Aerial drone fleet deployment optimization with endogenous battery replacements for direct delivery of time-sensitive products

Abstract

Aerial drones offer a distinct potential to reduce the delivery time and energy consumption for the delivery of time-sensitive and small products. However, there is still a need in the relevant industry to understand the performance of drone-based delivery under different business needs and drone operating conditions. We studied a drone deployment optimization problem for direct delivery of time-sensitive products with release dates to customers maintaining a specified time window. This paper presents a new mixed-integer programming model, new valid inequalities, a new greedy heuristic algorithm, and a Genetic algorithm to help business owners optimally schedule and route their drone fleet minimizing the required fleet size, the required number of additional batteries, and total energy consumption.
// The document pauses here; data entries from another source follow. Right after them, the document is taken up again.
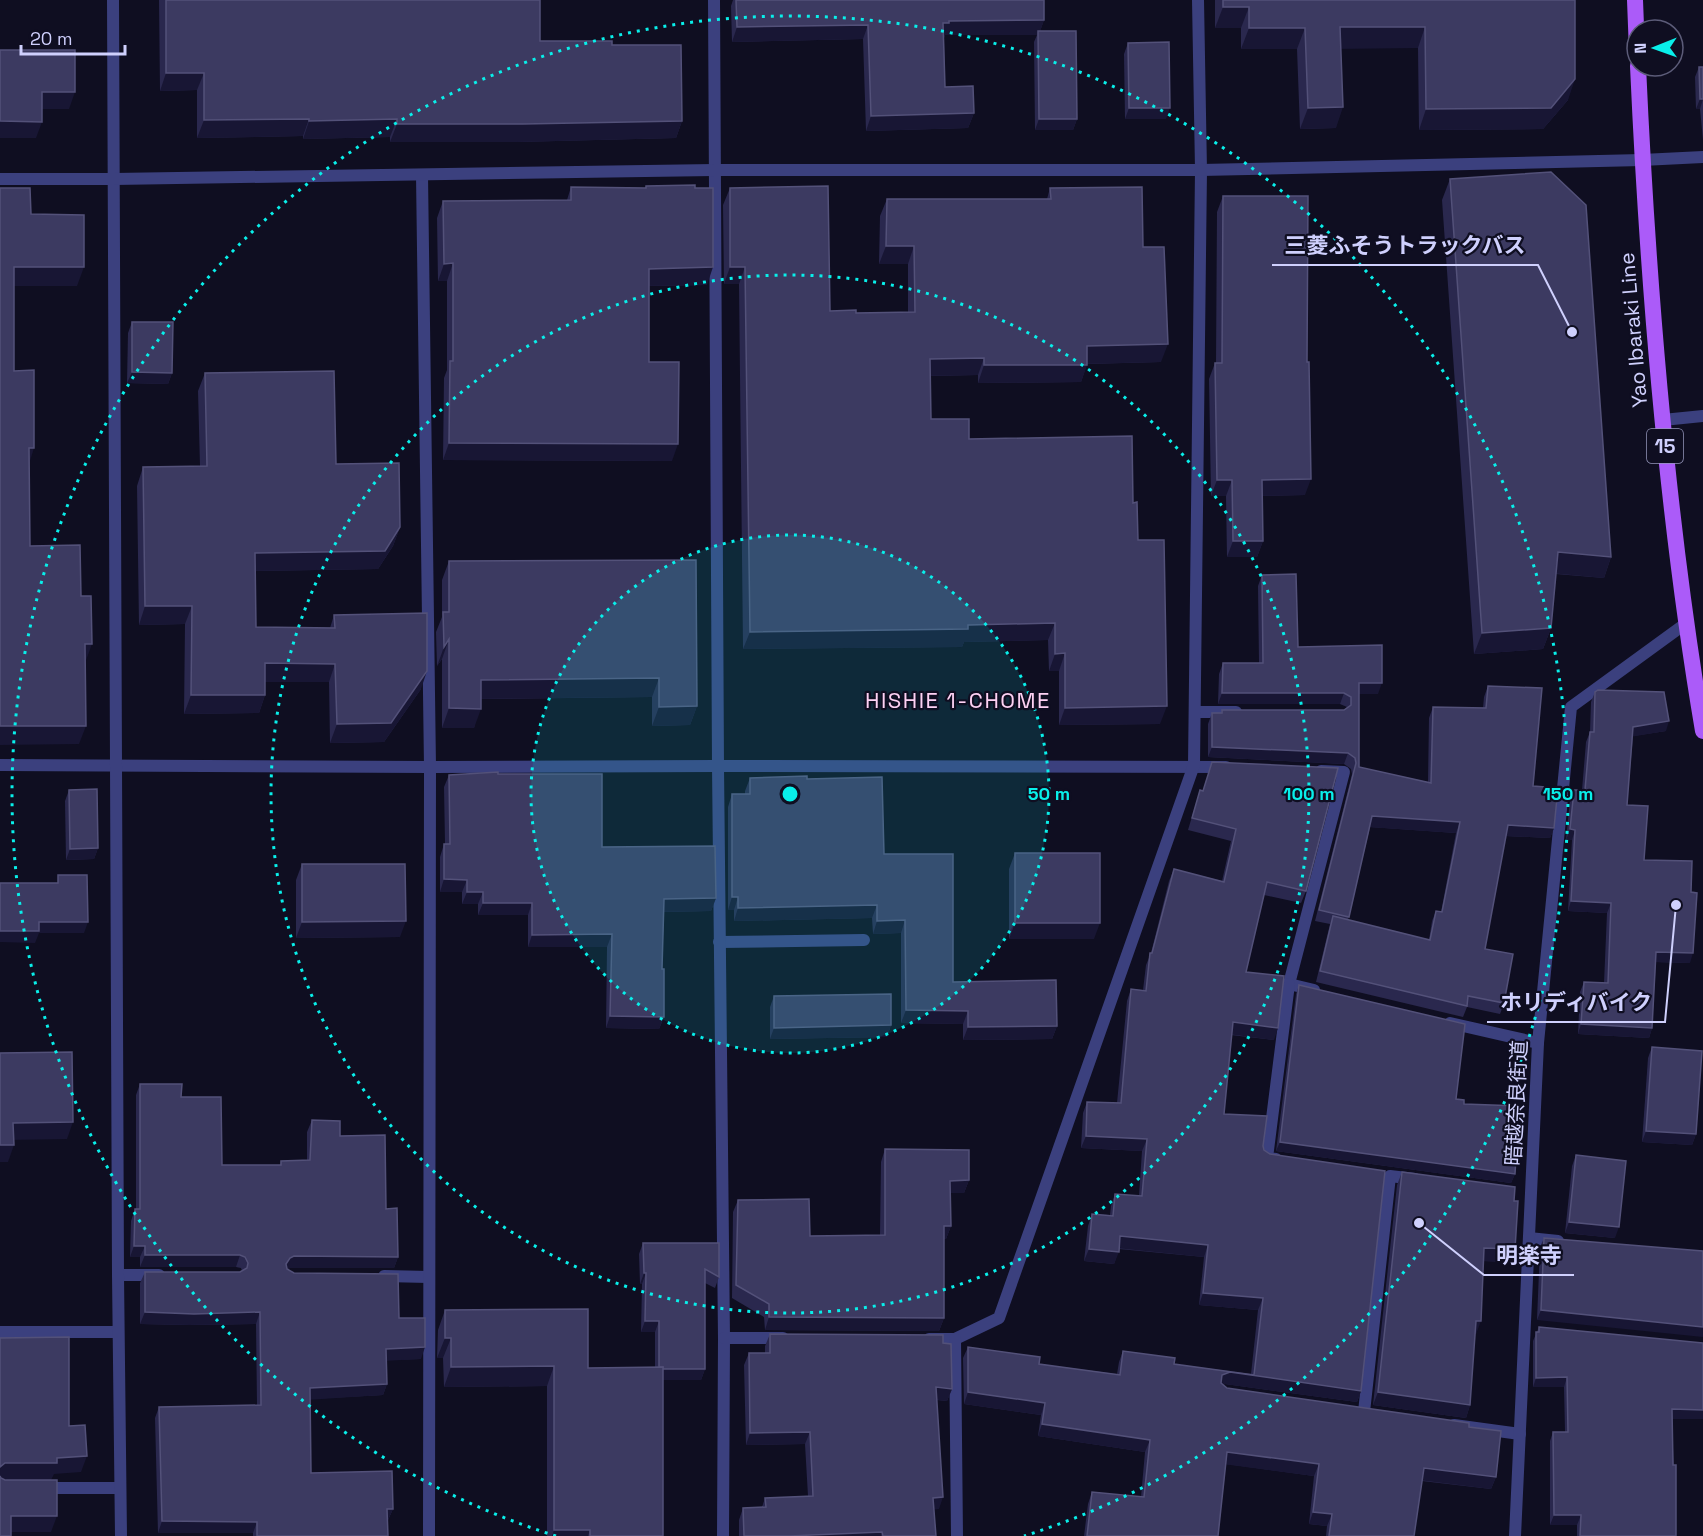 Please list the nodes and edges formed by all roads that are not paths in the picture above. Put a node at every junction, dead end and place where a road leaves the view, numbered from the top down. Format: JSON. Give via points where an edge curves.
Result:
{"nodes":[{"id":1,"x":113,"y":0,"type":"edge"},
{"id":2,"x":714,"y":0,"type":"edge"},
{"id":3,"x":1198,"y":0,"type":"edge"},
{"id":4,"x":1635,"y":0,"type":"edge"},
{"id":5,"x":1636,"y":18,"type":"edge"},
{"id":6,"x":1639,"y":78,"type":"edge"},
{"id":7,"x":1703,"y":157,"type":"edge"},
{"id":8,"x":1642,"y":160,"type":"junction"},
{"id":9,"x":714,"y":170,"type":"junction"},
{"id":10,"x":1201,"y":170,"type":"junction"},
{"id":11,"x":422,"y":175,"type":"junction"},
{"id":12,"x":0,"y":178,"type":"edge"},
{"id":13,"x":114,"y":179,"type":"junction"},
{"id":14,"x":1703,"y":416,"type":"edge"},
{"id":15,"x":1663,"y":420,"type":"junction"},
{"id":16,"x":1685,"y":624,"type":"junction"},
{"id":17,"x":1195,"y":712,"type":"junction"},
{"id":18,"x":1251,"y":712,"type":"edge"},
{"id":19,"x":1703,"y":731,"type":"edge"},
{"id":20,"x":0,"y":765,"type":"edge"},
{"id":21,"x":116,"y":765,"type":"junction"},
{"id":22,"x":1194,"y":765,"type":"junction"},
{"id":23,"x":718,"y":766,"type":"junction"},
{"id":24,"x":430,"y":767,"type":"junction"},
{"id":25,"x":1240,"y":768,"type":"edge"},
{"id":26,"x":1309,"y":771,"type":"edge"},
{"id":27,"x":864,"y":940,"type":"dead end"},
{"id":28,"x":719,"y":942,"type":"junction"},
{"id":29,"x":1288,"y":984,"type":"junction"},
{"id":30,"x":1323,"y":992,"type":"edge"},
{"id":31,"x":1436,"y":1019,"type":"edge"},
{"id":32,"x":1538,"y":1043,"type":"junction"},
{"id":33,"x":1290,"y":1161,"type":"edge"},
{"id":34,"x":1425,"y":1180,"type":"edge"},
{"id":35,"x":1529,"y":1238,"type":"junction"},
{"id":36,"x":1575,"y":1242,"type":"edge"},
{"id":37,"x":118,"y":1275,"type":"junction"},
{"id":38,"x":177,"y":1275,"type":"edge"},
{"id":39,"x":371,"y":1276,"type":"edge"},
{"id":40,"x":429,"y":1277,"type":"junction"},
{"id":41,"x":0,"y":1332,"type":"edge"},
{"id":42,"x":118,"y":1332,"type":"junction"},
{"id":43,"x":724,"y":1338,"type":"junction"},
{"id":44,"x":793,"y":1338,"type":"edge"},
{"id":45,"x":920,"y":1339,"type":"edge"},
{"id":46,"x":955,"y":1339,"type":"junction"},
{"id":47,"x":1364,"y":1412,"type":"edge"},
{"id":48,"x":1442,"y":1423,"type":"edge"},
{"id":49,"x":1520,"y":1434,"type":"junction"},
{"id":50,"x":33,"y":1488,"type":"edge"},
{"id":51,"x":120,"y":1488,"type":"junction"},
{"id":52,"x":121,"y":1536,"type":"edge"},
{"id":53,"x":429,"y":1536,"type":"edge"},
{"id":54,"x":723,"y":1536,"type":"edge"},
{"id":55,"x":957,"y":1536,"type":"edge"},
{"id":56,"x":1515,"y":1536,"type":"edge"}],
"edges":[{"from":1,"to":13,"type":"street"},
{"from":2,"to":9,"type":"street"},
{"from":3,"to":10,"type":"street"},
{"from":4,"to":5,"type":"main road"},
{"from":6,"to":8,"type":"main road","name":"Yao Ibaraki Line","number":"15"},
{"from":7,"to":8,"type":"street"},
{"from":8,"to":10,"type":"street"},
{"from":8,"to":15,"type":"main road","name":"Yao Ibaraki Line","number":"15"},
{"from":9,"to":10,"type":"street"},
{"from":9,"to":11,"type":"street"},
{"from":9,"to":23,"type":"street"},
{"from":10,"to":17,"type":"street"},
{"from":11,"to":13,"type":"street"},
{"from":11,"to":24,"type":"street"},
{"from":12,"to":13,"type":"street"},
{"from":13,"to":21,"type":"street"},
{"from":14,"to":15,"type":"street"},
{"from":15,"to":16,"type":"main road","name":"Yao Ibaraki Line","number":"15"},
{"from":16,"to":19,"type":"main road","name":"Yao Ibaraki Line","number":"15"},
{"from":16,"to":32,"type":"street","name":"暗越奈良街道","via":[[1571,707]]},
{"from":17,"to":18,"type":"street"},
{"from":17,"to":22,"type":"street"},
{"from":20,"to":21,"type":"street"},
{"from":21,"to":24,"type":"street"},
{"from":21,"to":37,"type":"street"},
{"from":22,"to":23,"type":"street"},
{"from":22,"to":25,"type":"street"},
{"from":22,"to":46,"type":"street","via":[[999,1317]]},
{"from":23,"to":24,"type":"street"},
{"from":23,"to":28,"type":"street"},
{"from":24,"to":40,"type":"street"},
{"from":26,"to":29,"type":"street","via":[[1344,772]]},
{"from":27,"to":28,"type":"street"},
{"from":28,"to":43,"type":"street"},
{"from":29,"to":30,"type":"street"},
{"from":29,"to":33,"type":"street","via":[[1267,1158]]},
{"from":31,"to":32,"type":"street"},
{"from":32,"to":35,"type":"street","name":"暗越奈良街道","via":[[1525,1193]]},
{"from":34,"to":47,"type":"street","via":[[1385,1175]]},
{"from":35,"to":36,"type":"street"},
{"from":35,"to":49,"type":"street","name":"暗越奈良街道","via":[[1531,1328]]},
{"from":37,"to":38,"type":"street"},
{"from":37,"to":42,"type":"street"},
{"from":39,"to":40,"type":"street"},
{"from":40,"to":53,"type":"street"},
{"from":41,"to":42,"type":"street"},
{"from":42,"to":51,"type":"street"},
{"from":43,"to":44,"type":"street"},
{"from":43,"to":54,"type":"street"},
{"from":45,"to":46,"type":"street"},
{"from":46,"to":55,"type":"street"},
{"from":48,"to":49,"type":"street"},
{"from":49,"to":56,"type":"street","name":"暗越奈良街道"},
{"from":50,"to":51,"type":"street"},
{"from":51,"to":52,"type":"street"}]}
A realistic feature of the optimization method is that instead of replacing the drone battery after each return to the depot, it keeps track of the remaining energy in the drone battery and decides on battery replacements accounting for the drone routing and the user-specified minimum required battery energy. Numerical results based on real data from drone flight tests and prepared food delivery industry provide insights into the effect of different practical drone operating parameters on the required fleet size, the required number of battery replacements, and energy consumption. Results demonstrate that the proposed heuristic algorithm substantially outperforms the accelerated CPLEX in runtime while sacrificing the solution quality by a small amount. Additionally, results show that using a mixed fleet of hexacopter and quadcopter drones reduces the total energy consumption by 48.52% compared to using a homogeneous fleet of only hexacopters.